__Excerpted data__

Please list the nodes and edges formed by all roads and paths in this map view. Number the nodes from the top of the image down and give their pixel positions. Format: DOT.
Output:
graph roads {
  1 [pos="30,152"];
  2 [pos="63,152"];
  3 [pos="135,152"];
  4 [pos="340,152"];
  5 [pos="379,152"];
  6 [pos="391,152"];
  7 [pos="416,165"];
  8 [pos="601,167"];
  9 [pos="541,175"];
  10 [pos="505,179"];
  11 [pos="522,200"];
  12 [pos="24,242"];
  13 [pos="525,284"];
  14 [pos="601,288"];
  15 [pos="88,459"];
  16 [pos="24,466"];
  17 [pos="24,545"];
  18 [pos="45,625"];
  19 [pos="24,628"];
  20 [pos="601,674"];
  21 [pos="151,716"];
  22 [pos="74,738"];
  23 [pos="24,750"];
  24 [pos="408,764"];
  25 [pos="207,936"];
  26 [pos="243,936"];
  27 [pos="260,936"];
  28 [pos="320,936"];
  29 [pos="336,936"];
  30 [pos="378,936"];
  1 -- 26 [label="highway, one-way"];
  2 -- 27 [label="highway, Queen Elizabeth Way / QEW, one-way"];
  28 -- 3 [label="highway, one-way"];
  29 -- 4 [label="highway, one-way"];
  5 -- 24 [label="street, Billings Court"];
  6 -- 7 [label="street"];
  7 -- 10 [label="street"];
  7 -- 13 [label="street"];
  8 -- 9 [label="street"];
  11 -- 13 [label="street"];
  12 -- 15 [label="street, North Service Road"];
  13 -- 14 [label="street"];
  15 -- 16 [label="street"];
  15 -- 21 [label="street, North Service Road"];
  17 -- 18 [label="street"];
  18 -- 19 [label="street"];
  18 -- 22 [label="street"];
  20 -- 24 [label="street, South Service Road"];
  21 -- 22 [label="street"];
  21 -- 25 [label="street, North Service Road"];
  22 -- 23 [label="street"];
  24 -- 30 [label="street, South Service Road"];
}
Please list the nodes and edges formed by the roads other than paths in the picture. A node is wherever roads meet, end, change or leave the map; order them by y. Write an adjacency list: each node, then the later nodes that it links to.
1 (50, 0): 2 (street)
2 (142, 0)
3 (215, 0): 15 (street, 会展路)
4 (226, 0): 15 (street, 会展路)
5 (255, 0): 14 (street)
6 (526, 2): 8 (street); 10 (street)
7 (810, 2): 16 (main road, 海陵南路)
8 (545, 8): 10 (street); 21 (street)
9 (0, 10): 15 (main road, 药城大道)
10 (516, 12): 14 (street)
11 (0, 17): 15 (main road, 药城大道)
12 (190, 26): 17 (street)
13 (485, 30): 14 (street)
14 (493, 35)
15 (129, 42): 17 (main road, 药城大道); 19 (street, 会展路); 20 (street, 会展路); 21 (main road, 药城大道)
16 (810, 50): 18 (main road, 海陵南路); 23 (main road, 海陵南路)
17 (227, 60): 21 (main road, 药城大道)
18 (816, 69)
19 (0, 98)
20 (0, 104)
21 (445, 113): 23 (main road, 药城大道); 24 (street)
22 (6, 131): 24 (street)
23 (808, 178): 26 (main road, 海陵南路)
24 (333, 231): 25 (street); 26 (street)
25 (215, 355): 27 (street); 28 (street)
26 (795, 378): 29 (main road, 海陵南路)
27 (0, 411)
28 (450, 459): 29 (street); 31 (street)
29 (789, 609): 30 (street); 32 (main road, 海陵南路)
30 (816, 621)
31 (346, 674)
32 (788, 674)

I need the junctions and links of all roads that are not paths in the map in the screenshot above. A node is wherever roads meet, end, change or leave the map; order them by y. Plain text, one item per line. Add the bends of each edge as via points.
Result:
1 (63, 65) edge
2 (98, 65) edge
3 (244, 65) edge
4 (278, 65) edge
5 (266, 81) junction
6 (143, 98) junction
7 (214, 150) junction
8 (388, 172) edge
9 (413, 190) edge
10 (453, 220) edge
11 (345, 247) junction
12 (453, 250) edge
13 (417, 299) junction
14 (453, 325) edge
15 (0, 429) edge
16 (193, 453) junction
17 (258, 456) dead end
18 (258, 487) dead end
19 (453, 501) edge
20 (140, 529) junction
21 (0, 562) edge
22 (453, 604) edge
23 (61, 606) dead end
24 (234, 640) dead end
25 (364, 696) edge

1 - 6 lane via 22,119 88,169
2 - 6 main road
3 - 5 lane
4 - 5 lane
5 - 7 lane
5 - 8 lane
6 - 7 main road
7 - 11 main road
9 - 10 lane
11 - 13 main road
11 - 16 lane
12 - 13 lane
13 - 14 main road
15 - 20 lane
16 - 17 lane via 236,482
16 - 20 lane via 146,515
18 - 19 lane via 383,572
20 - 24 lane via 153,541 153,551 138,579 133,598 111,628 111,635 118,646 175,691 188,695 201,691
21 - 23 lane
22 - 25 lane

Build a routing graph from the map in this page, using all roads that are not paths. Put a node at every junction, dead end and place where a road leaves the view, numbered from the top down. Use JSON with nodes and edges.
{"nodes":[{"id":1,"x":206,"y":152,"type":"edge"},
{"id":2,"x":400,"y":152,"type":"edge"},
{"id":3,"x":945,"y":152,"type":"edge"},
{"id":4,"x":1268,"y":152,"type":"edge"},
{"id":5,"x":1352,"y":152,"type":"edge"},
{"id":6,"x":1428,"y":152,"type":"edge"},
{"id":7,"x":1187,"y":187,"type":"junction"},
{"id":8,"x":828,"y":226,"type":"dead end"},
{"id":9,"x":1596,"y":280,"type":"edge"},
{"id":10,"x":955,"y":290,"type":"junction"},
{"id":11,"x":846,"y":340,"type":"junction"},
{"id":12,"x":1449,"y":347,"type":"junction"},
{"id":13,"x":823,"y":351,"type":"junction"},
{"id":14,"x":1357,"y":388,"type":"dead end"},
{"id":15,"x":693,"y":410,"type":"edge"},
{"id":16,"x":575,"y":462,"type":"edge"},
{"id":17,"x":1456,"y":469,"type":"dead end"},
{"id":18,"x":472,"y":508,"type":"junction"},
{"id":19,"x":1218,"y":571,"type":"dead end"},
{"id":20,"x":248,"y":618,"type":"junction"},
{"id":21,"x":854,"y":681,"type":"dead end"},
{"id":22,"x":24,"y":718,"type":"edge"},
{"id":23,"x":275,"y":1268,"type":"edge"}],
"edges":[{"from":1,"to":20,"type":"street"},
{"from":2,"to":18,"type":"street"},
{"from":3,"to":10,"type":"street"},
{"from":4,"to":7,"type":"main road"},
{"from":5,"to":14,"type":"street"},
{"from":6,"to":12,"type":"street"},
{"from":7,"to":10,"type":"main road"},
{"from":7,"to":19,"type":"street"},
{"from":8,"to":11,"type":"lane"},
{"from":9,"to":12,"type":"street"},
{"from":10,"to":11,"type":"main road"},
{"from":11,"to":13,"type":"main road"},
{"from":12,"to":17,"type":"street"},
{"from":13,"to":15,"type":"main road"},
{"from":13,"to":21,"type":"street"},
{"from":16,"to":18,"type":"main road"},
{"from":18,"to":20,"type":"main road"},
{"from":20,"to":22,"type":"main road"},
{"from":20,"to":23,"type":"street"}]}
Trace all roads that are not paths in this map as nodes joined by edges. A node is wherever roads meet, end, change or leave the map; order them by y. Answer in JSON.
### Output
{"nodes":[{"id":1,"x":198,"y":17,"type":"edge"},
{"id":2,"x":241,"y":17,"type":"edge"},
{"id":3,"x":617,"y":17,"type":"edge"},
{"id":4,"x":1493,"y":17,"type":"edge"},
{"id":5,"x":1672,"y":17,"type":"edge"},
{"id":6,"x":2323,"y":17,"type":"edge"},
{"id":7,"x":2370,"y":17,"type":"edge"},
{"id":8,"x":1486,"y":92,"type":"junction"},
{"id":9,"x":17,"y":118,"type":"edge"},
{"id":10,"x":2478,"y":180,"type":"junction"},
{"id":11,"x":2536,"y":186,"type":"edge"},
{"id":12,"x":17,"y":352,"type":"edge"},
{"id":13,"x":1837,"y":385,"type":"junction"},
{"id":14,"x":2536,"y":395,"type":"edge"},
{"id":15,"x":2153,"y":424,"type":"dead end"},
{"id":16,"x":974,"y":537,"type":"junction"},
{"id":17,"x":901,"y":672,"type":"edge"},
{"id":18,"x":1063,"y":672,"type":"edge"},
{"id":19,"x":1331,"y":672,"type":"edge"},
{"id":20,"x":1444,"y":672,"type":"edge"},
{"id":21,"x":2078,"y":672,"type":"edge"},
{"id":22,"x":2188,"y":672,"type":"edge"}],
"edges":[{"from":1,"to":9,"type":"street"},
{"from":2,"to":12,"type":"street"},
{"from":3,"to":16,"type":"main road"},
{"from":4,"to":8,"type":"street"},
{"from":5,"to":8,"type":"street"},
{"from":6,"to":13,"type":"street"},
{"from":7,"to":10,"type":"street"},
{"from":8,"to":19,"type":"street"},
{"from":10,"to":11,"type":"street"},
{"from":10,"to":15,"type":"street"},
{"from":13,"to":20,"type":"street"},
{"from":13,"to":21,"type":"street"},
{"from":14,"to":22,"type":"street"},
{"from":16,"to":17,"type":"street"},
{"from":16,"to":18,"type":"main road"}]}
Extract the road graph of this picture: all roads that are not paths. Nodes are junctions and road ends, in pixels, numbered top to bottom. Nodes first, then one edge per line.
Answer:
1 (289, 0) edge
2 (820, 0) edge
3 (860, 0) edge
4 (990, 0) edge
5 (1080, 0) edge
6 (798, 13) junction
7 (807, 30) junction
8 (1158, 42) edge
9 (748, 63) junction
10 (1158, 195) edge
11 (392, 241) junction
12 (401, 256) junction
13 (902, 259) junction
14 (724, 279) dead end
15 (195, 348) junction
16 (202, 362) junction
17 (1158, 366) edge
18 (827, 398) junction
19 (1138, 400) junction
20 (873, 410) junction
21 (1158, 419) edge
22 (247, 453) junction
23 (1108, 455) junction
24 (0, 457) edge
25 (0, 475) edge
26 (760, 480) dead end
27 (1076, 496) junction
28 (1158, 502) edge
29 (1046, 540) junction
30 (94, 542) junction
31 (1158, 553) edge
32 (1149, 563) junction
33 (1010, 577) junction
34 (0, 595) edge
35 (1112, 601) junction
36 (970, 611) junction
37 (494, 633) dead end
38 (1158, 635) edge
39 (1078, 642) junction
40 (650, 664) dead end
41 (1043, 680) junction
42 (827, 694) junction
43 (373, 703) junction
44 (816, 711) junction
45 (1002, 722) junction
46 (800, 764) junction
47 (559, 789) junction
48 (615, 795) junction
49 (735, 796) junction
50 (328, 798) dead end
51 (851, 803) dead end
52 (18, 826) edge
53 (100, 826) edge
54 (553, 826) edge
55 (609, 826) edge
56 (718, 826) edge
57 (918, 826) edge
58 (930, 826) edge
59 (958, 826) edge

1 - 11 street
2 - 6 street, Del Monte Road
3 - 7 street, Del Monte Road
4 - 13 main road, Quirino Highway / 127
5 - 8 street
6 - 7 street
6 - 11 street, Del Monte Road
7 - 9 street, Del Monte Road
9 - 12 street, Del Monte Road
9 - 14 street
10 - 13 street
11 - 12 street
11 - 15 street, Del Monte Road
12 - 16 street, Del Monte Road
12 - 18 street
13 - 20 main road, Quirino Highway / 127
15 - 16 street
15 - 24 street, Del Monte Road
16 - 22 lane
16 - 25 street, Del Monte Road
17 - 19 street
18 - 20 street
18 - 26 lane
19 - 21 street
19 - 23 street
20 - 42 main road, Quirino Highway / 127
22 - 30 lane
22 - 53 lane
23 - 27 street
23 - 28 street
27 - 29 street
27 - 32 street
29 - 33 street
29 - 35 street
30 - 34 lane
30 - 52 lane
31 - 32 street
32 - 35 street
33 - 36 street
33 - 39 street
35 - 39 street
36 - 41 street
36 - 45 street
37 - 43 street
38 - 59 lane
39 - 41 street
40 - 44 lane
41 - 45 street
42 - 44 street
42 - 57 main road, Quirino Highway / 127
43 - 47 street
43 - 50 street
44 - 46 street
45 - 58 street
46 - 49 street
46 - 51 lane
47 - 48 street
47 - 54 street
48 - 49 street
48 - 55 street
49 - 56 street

__Task details__
What is needed is every line of the records above that contains the word "Quirino".

__Result__
4 - 13 main road, Quirino Highway / 127
13 - 20 main road, Quirino Highway / 127
20 - 42 main road, Quirino Highway / 127
42 - 57 main road, Quirino Highway / 127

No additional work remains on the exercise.